All lines that hold the string "Pearl" should be copied. Find them in the listing below.
___
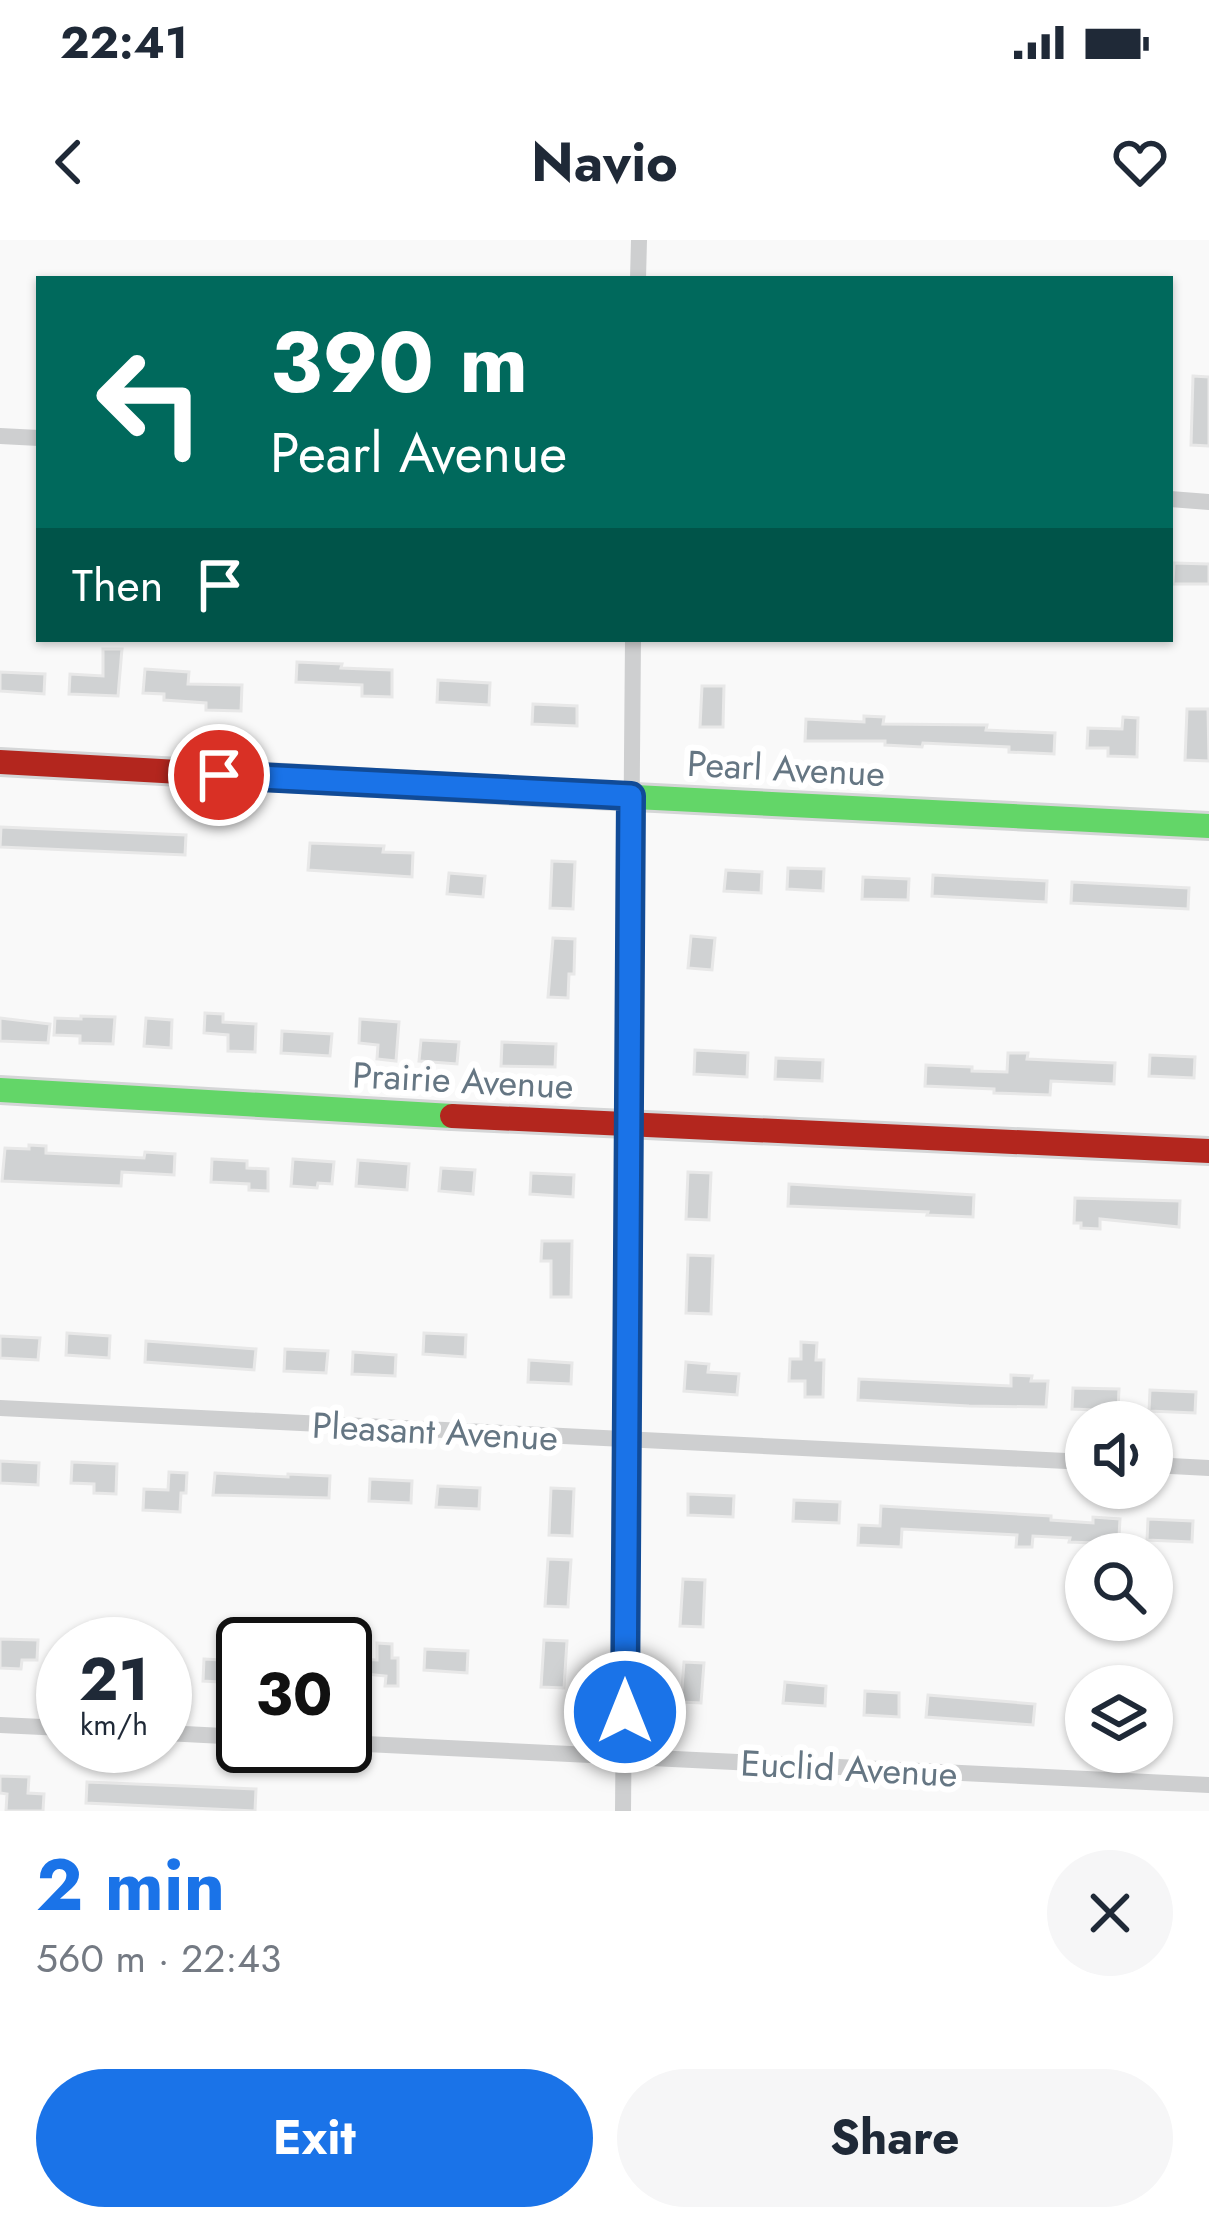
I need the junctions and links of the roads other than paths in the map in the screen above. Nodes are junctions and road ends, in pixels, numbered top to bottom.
1 (639, 240) edge
2 (638, 276) edge
3 (0, 436) edge
4 (36, 438) edge
5 (1173, 500) edge
6 (1209, 502) edge
7 (633, 642) edge
8 (0, 762) edge
9 (631, 796) junction
10 (1209, 826) edge
11 (0, 1090) edge
12 (628, 1126) junction
13 (1209, 1151) edge
14 (0, 1408) edge
15 (628, 1441) junction
16 (1065, 1461) edge
17 (1173, 1466) edge
18 (1209, 1468) edge
19 (0, 1725) edge
20 (36, 1727) edge
21 (372, 1744) edge
22 (624, 1757) junction
23 (1209, 1785) edge
24 (623, 1811) edge

1 - 2 street
3 - 4 street
5 - 6 street
7 - 9 street
8 - 9 street, Pearl Avenue
9 - 10 street, Pearl Avenue
9 - 12 street
11 - 12 street, Prairie Avenue
12 - 13 street, Prairie Avenue
12 - 15 street
14 - 15 street, Pleasant Avenue
15 - 16 street, Pleasant Avenue
15 - 22 street
17 - 18 street
19 - 20 street
21 - 22 street, Euclid Avenue
22 - 23 street, Euclid Avenue
22 - 24 street

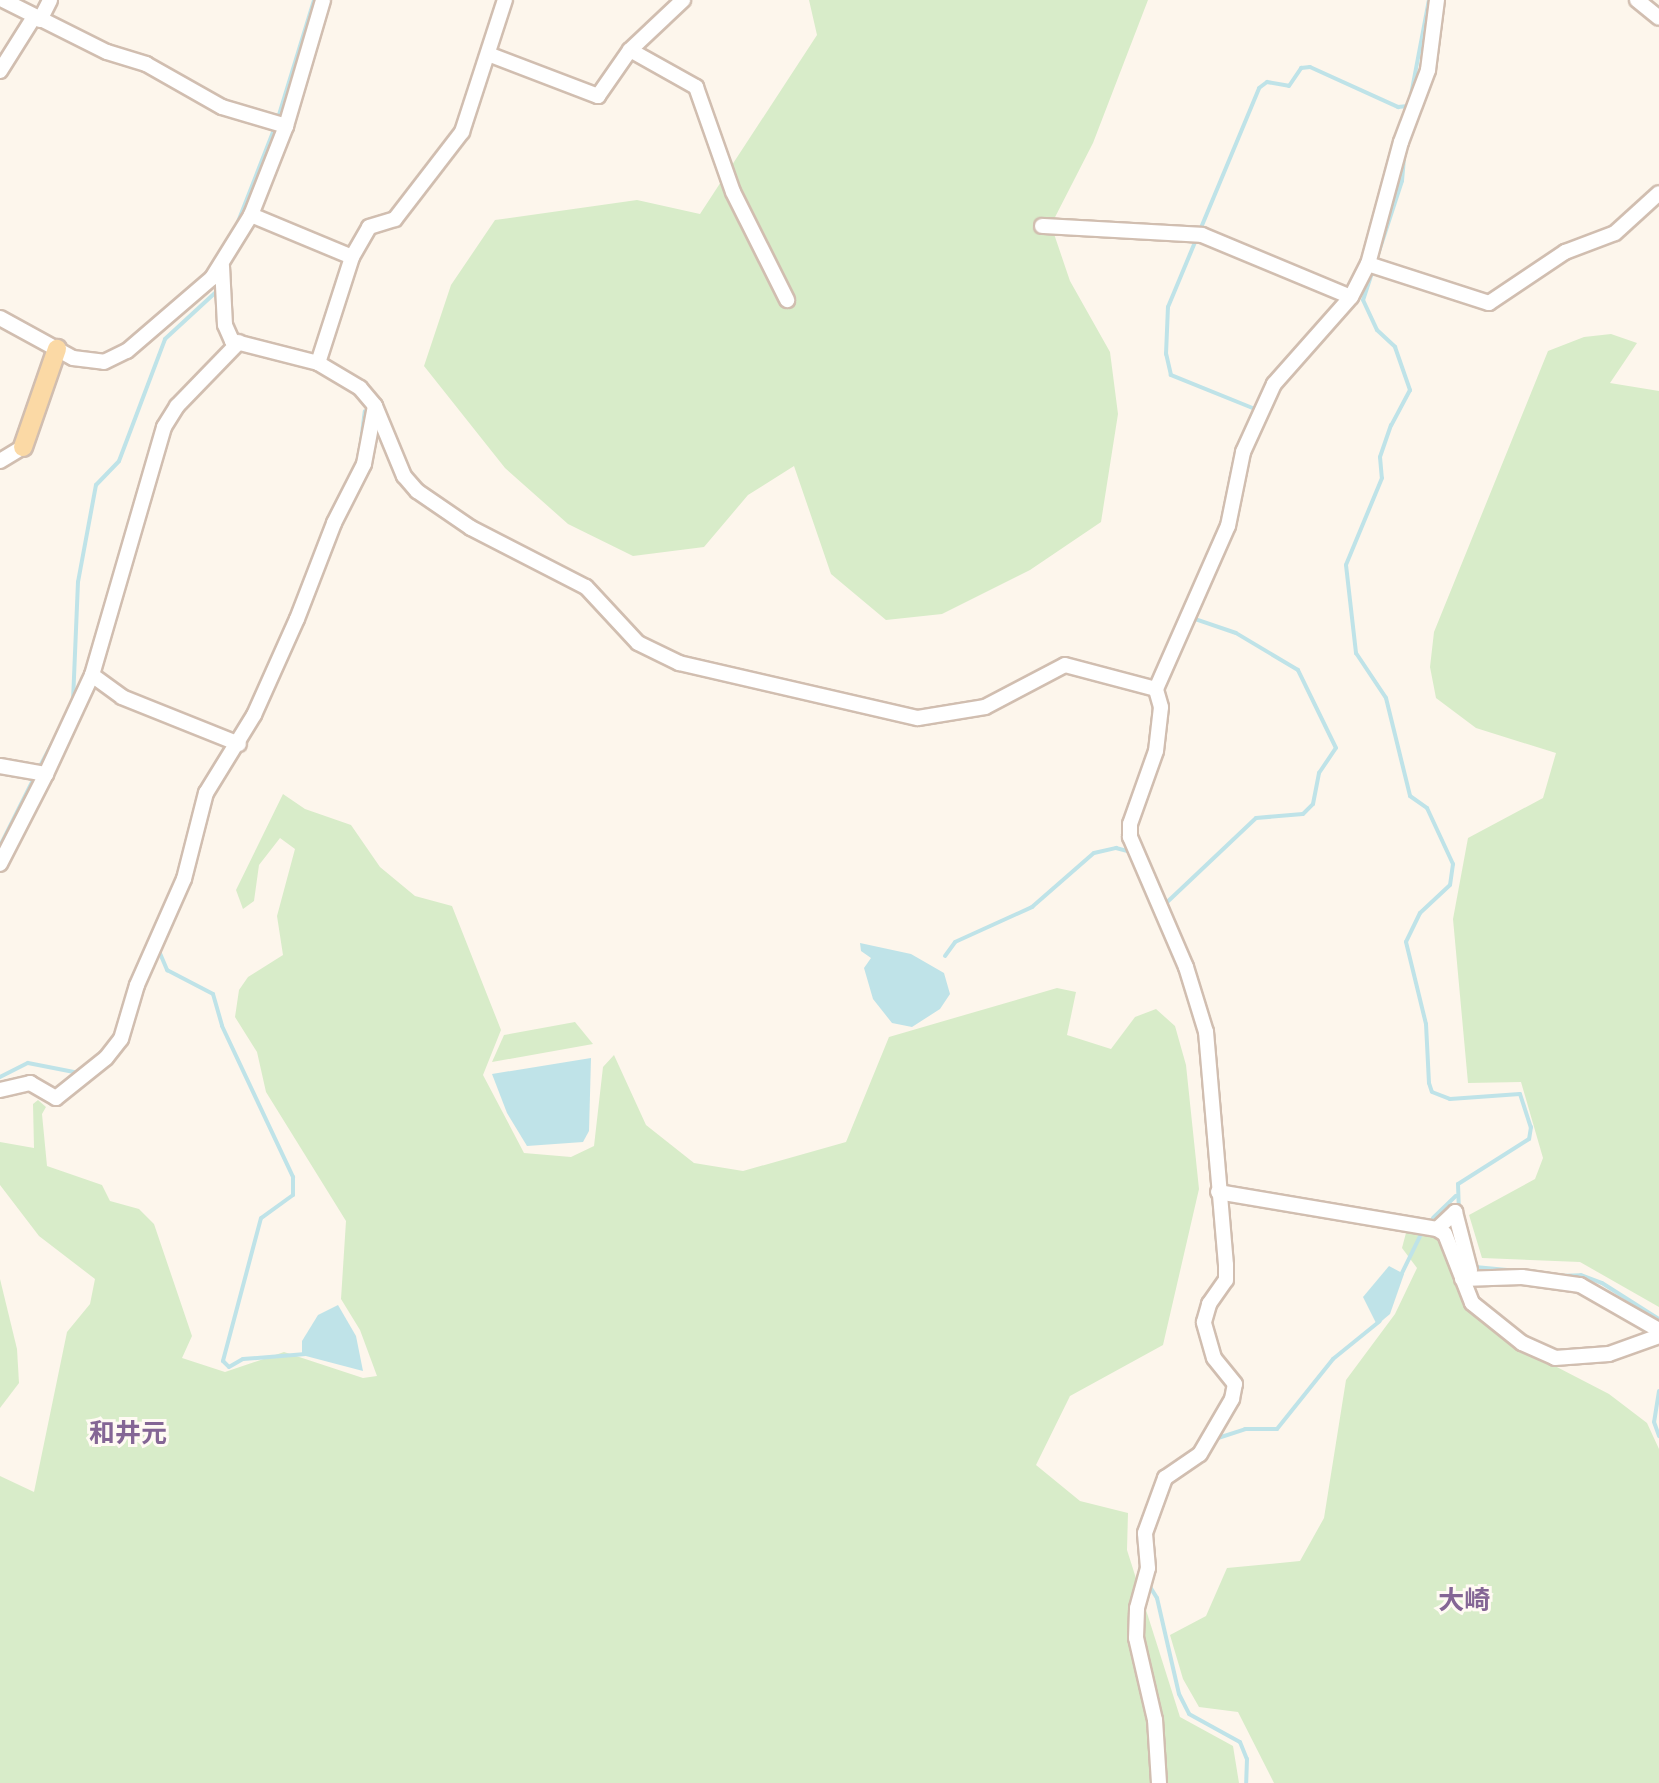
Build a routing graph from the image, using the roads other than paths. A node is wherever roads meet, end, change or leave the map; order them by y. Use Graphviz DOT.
graph roads {
  1 [pos="3,0"];
  2 [pos="50,0"];
  3 [pos="323,0"];
  4 [pos="683,0"];
  5 [pos="1437,0"];
  6 [pos="1637,0"];
  7 [pos="500,1"];
  8 [pos="37,18"];
  9 [pos="1659,18"];
  10 [pos="630,50"];
  11 [pos="488,54"];
  12 [pos="0,71"];
  13 [pos="279,123"];
  14 [pos="1659,193"];
  15 [pos="251,215"];
  16 [pos="1042,226"];
  17 [pos="352,257"];
  18 [pos="1373,266"];
  19 [pos="214,271"];
  20 [pos="1351,297"];
  21 [pos="787,300"];
  22 [pos="0,318"];
  23 [pos="238,345"];
  24 [pos="57,349"];
  25 [pos="318,363"];
  26 [pos="375,406"];
  27 [pos="23,447"];
  28 [pos="0,461"];
  29 [pos="92,675"];
  30 [pos="1156,689"];
  31 [pos="239,744"];
  32 [pos="0,766"];
  33 [pos="40,772"];
  34 [pos="0,864"];
  35 [pos="0,1090"];
  36 [pos="1218,1192"];
  37 [pos="1437,1229"];
  38 [pos="1469,1278"];
  39 [pos="1659,1333"];
  40 [pos="1159,1783"];
  1 -- 8 [label="street"];
  2 -- 8 [label="street"];
  3 -- 13 [label="street"];
  4 -- 10 [label="street"];
  5 -- 18 [label="street"];
  6 -- 9 [label="street"];
  7 -- 11 [label="street"];
  8 -- 12 [label="street"];
  8 -- 13 [label="street"];
  10 -- 11 [label="street"];
  10 -- 21 [label="street"];
  11 -- 17 [label="street"];
  13 -- 15 [label="street"];
  14 -- 18 [label="street"];
  15 -- 17 [label="street"];
  15 -- 19 [label="street"];
  16 -- 20 [label="street"];
  17 -- 25 [label="street"];
  18 -- 20 [label="street"];
  19 -- 23 [label="street"];
  19 -- 24 [label="street"];
  20 -- 30 [label="street"];
  22 -- 24 [label="street"];
  23 -- 25 [label="street"];
  23 -- 29 [label="street"];
  24 -- 27 [label="main road"];
  25 -- 26 [label="street"];
  26 -- 30 [label="street"];
  26 -- 31 [label="street"];
  27 -- 28 [label="street"];
  29 -- 31 [label="street"];
  29 -- 33 [label="street"];
  30 -- 36 [label="street"];
  31 -- 35 [label="street"];
  32 -- 33 [label="street"];
  33 -- 34 [label="street"];
  36 -- 37 [label="street"];
  36 -- 40 [label="street"];
  37 -- 38 [label="street"];
  37 -- 38 [label="street"];
  38 -- 39 [label="street"];
  38 -- 39 [label="street"];
}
___
__Output for this task__
8 - 9 street, Pearl Avenue
9 - 10 street, Pearl Avenue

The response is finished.